Кто-то сзади обнял Дашу за плечи. Она попыталась обернуться посмотреть, кто это мог быть. Лицо ее вдруг накрыла марлевая повязка, что-то острое шибануло в нос. Теряя сознание, Даша несколько раз дернулась, выбрасывая ноги вперед, потом замерла и обмякла.
ГЛАВА ДВЕНАДЦАТАЯ
Даша открыла глаза. Запаниковала, подумав, что ослепла: мрак окружал ее со всех сторон. Его можно было разорвать руками, как пленку, во всяком случае, попробовать стоило, но руки не слушались. Неподвижными оказались и ноги. И даже закричать, чтобы позвать на помощь, Даша не могла. Немного подергавшись, она поняла, что привязана скотчем к стулу за руки и за ноги. Рот и глаза тоже оккупировал скотч. Но почему? Что она такого сделала? Кому понадобилось ее похищать? Даша прекрасно помнила, как сидела в парке на лавочке, а потом – едкий запах эфира и пустота. «Мамочки!» – беззвучно воскликнула она. Страх черным мешком накрыл ее и скрыл в себе, пожирая изнутри. Никогда Даше не было так страшно, как теперь. Она не понимала, кто и чего от нее хочет. Хотя, если бы знала, вряд ли знание придало ей храбрости. Она же не дура. Смотрела фильмы о маньяках и документальные передачи о них по «ящику» мельком. Кроме маньяка похищать ее некому. Выкуп за нее не попросить. Да и какой смысл в выкупе? Тот, кто похитил Дашу, позабавится с ней, изнасилует, а потом убьет, расчленив труп, либо станет убивать медленно, по кусочкам отрезая плоть.

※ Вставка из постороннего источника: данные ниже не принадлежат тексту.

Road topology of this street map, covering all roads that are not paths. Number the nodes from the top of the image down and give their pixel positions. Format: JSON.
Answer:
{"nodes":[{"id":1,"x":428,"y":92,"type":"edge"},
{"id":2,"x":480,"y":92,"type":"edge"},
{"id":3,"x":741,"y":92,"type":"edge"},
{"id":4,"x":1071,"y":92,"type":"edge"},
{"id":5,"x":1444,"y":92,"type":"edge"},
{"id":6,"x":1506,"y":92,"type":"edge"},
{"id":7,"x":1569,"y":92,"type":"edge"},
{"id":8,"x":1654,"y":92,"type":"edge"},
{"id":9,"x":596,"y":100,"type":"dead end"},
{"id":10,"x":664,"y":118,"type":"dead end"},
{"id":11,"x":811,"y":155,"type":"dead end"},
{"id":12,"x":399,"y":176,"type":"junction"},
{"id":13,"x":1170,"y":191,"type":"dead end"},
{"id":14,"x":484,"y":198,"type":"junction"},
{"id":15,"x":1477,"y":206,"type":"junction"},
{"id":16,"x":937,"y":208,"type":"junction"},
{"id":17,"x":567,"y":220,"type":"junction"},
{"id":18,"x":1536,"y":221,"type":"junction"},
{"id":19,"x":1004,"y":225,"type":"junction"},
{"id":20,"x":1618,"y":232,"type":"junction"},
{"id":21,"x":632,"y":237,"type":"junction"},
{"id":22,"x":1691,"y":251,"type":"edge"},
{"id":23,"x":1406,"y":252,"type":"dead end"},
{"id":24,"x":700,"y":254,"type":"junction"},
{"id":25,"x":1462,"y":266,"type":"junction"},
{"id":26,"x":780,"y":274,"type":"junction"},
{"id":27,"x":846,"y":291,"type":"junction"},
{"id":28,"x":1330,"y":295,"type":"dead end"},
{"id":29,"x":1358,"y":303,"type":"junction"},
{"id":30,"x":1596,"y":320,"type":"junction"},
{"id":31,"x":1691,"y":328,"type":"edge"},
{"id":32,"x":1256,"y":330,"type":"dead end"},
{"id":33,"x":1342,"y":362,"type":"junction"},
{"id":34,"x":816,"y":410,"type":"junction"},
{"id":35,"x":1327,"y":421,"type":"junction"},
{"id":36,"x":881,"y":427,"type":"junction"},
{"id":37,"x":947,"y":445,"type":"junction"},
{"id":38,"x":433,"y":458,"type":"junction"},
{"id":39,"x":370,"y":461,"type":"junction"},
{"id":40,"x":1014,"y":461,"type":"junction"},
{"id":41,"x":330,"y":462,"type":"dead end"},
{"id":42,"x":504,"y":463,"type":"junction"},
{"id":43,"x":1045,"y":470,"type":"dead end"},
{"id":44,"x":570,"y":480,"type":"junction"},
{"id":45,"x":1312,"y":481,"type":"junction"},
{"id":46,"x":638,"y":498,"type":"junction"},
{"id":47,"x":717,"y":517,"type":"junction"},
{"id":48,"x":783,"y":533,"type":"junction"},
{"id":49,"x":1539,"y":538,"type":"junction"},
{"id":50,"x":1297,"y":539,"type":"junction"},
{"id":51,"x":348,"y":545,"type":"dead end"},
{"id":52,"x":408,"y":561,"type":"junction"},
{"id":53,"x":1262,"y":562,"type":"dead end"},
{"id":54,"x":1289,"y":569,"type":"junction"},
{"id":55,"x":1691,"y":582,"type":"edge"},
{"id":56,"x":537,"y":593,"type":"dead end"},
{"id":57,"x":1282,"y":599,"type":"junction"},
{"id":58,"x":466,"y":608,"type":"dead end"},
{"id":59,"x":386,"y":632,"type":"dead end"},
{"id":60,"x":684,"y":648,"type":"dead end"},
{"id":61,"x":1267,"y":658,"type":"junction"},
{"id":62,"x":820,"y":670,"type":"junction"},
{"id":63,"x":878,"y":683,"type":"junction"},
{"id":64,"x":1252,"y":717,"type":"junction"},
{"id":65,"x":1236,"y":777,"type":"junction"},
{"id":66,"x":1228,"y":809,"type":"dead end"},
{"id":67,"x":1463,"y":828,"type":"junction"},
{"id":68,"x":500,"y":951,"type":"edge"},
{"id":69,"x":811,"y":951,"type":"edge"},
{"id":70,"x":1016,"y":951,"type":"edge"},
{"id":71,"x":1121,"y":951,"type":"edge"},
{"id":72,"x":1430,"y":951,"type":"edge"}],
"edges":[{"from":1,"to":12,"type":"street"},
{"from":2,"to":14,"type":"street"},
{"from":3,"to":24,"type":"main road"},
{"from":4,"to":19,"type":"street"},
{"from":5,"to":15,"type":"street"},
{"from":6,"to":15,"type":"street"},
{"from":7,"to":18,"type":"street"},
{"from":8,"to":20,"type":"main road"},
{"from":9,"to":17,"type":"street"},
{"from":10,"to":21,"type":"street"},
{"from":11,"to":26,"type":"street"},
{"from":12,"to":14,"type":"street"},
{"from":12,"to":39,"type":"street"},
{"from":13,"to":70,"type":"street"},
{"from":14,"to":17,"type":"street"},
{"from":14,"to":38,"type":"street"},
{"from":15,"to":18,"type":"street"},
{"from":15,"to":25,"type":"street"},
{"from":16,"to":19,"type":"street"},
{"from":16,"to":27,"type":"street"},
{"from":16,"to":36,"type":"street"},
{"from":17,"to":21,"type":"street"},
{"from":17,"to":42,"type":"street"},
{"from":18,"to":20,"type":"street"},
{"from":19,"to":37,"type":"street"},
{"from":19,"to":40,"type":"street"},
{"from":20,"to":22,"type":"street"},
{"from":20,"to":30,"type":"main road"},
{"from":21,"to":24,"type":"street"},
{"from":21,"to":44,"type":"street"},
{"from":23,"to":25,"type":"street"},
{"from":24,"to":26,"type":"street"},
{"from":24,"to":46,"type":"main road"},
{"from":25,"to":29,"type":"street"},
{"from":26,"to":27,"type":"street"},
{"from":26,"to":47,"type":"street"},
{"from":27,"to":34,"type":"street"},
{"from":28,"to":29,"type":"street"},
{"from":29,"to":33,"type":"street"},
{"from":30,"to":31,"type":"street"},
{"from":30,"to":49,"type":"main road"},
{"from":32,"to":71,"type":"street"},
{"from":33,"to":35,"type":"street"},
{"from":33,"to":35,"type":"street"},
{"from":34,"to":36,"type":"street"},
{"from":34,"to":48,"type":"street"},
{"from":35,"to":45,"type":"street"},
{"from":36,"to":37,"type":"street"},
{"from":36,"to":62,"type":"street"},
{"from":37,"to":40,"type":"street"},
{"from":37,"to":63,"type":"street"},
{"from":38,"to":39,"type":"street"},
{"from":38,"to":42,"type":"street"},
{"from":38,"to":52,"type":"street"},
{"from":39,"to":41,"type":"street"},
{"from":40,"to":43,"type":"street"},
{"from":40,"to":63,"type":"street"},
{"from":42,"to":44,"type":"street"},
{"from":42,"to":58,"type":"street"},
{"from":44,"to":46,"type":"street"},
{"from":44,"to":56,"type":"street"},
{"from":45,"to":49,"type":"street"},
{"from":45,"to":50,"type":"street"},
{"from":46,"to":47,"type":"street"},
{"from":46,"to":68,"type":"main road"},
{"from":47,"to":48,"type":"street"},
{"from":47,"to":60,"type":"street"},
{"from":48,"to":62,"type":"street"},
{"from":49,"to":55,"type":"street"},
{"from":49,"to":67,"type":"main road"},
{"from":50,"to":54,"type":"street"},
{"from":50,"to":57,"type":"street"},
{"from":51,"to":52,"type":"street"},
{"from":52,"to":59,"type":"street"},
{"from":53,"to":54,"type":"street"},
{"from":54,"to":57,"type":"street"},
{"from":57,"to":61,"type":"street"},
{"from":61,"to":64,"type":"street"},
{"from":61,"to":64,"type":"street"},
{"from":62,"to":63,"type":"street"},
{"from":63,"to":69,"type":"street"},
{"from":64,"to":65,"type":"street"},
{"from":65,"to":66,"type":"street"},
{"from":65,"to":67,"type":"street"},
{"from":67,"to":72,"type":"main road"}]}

Финал по-любому один. Но Даша не хотела умирать! Она не готова к миру иному! Только-только стала понимать, что значит любить… Вот! Точно. Даша усомнилась в чувствах к Николаю Михайловичу, поэтому и расплачивается за сомнения. «Кошкина-коза напела разных гадостей, а я и уши развесила, – решила Даша, что виновата одноклассница. – Развела, как лохушку. Ей же просто завидно. А я повелась, дура!» Нельзя так просто отказываться от своей любви: последствия неизбежны, причем плачевные. Но Николай Михайлович спасет Дашу. Он всегда спасал ее, гды бы та ни находилась. Он обязательно найдет ее, он почувствует, что она в беде. Только бы не опоздал…
Дашей стало так жаль себя, что она смирилась с ролью жертвы, и заплакала. «А может, – встрепенулась от внезапной догадки, – это Лемеш? Его же не нашли, хотя Николай Михайлович оставил его в полудохлом состоянии. Притворился и сдратовал, затаился и выжидал, чтобы отомстить. Он же полный отмороз, и закон ему не писан». Лемеш не успел воспользоваться Дашей тогда, вот и наверстывает упущенное. Больше ведь некому. И никто ему не помешает довести задуманное до конца. Он добьется своего, но станет ли ее убивать? Разумеется, станет. Николай Михайлович узнает и башку ему отвернет. А Лемешу это надо? Как ни крути, по всякому, выходит смерть. Но Даше всего пятнадцать! И она хочет жить! «Николай Михайлович! – мысленно позвала. – Николай Михайлович! Найдите меня, умоляю!..»
Где-то над головой скрипнула дверь. Зашагали ботинки по спускающейся вниз лестнице, деревянной. Кто спускался? Вестник смерти или спасения?